October 2, 2013
What Is Riak CS?
In May of this year, we posted the top 5 questions we heard from customers and our community about Riak CS; today we’ll take a deeper dive into the technical details, specifically the differences between Riak CS and Riak itself.
Riak CS as Compared to Riak
Both Riak CS and Riak are, at their core, places to store objects. Both are open source and both are designed to be used in a cluster of servers for availability and scalability.
The fundamental distinction between the two is simple: Riak CS can be used for storing very large objects, into the terabyte size range, while Riak is optimized for fast storage and retrieval of small objects (typically no more than a few megabytes).
There are subtle differences; however, that can be obscured by the similarities between the two.
Why Would I Use Riak CS?
Riak CS is used for a variety of reasons. Some examples:
- Private object storage services, for example for companies that want to store sensitive data behind their own firewalls.
- Large binary object storage as part of a voice or video service.
- An integrated component in an OpenStack cloud solution, storing and serving VM images on demand.
Tier 3, Yahoo! Japan, Datapipe, and Turner Broadcasting are just a few of the big names using Riak CS today.
What Does Riak CS Do That Riak Doesn’t?
Riak CS carves large objects into small chunks of data to be distributed throughout a Riak cluster and, when used with Riak CS Enterprise, synchronized with remote data centers.
Riak CS adds compatibility with Amazon’s S3 and OpenStack’s Swift APIs. These offer very different semantics than Riak, and the advanced search capabilities in Riak such as Secondary Indexes and full text search are not available using S3 or Swift clients.
We strongly advise against it, but it is possible to work with Riak’s standard APIs “under the hood” when deploying a Riak CS solution.
Work is actively underway to add a security model to Riak in the upcoming 2.0 release.
Buckets or Buckets?
Users of Riak CS store their objects in virtual containers (called buckets in Amazon S3 parlance, containers in OpenStack).
Riak also relies heavily on buckets for data storage and configuration but, despite the names, these buckets are not the same.
As an example of how this can cause confusion: the replication factor in Riak (the number of times a piece of data is stored in a cluster) is configurable per-bucket. Because Riak’s buckets do not underly the user buckets in Riak CS, this feature cannot be used to create tiered services.

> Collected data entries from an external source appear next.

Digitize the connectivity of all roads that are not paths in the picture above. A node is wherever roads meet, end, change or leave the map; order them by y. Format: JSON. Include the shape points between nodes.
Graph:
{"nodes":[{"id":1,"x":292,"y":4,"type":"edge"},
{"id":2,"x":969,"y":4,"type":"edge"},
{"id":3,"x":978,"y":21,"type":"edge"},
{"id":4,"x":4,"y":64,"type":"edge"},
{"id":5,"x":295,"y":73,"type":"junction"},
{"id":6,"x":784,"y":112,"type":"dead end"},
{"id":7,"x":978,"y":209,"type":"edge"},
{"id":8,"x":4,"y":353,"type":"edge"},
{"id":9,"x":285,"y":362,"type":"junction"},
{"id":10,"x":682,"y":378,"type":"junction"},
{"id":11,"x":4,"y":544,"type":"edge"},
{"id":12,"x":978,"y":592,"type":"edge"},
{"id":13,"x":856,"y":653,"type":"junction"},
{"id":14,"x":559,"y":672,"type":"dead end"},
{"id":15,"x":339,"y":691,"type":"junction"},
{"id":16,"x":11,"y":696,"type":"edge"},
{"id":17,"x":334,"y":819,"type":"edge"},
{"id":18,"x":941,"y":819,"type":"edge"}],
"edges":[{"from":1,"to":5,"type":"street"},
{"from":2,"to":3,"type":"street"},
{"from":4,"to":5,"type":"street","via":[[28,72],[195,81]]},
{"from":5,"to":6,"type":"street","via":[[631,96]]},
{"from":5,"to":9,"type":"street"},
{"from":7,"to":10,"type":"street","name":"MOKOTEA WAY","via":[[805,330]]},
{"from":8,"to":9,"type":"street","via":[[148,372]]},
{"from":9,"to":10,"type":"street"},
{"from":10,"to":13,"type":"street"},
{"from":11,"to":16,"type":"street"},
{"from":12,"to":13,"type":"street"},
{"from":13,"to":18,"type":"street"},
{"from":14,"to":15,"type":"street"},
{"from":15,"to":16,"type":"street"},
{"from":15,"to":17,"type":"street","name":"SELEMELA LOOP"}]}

Riak is designed to maximize availability; the price paid for that is delayed consistency when the network is split and clients are writing to both sides of the cluster.
Creating user accounts in Riak CS; however, led to the need for a mechanism to maintain strong consistency. If two people attempt to create user accounts with the same username on either side of a network partition, both cannot be allowed to succeed, or else a conflict will occur that is very difficult to automatically recover from.
Furthermore, user buckets in S3 (and OpenStack APIs as implemented in Riak CS) reside in a global rather than a user-specific namespace, so bucket creation must also be handled carefully.
Riak CS introduced a service named Stanchion that is designed to handle these specific requests to avoid conflicts. Stanchion is a single process running on a single Riak server (thus introducing a single point of failure for user account and bucket creation requests).
While it is possible to deploy Stanchion using common system tools to make a daemon process run in a highly available manner, Basho recommends doing so carefully and testing it thoroughly. Since the only impact of failure is to prevent user and bucket creation, it may be preferable to monitor and alert on failure. If two copies of Stanchion are running due to a network partition, its strong consistency guarantees will be lost.
With strong consistency options targeted for Riak 2.0, expect to see some changes.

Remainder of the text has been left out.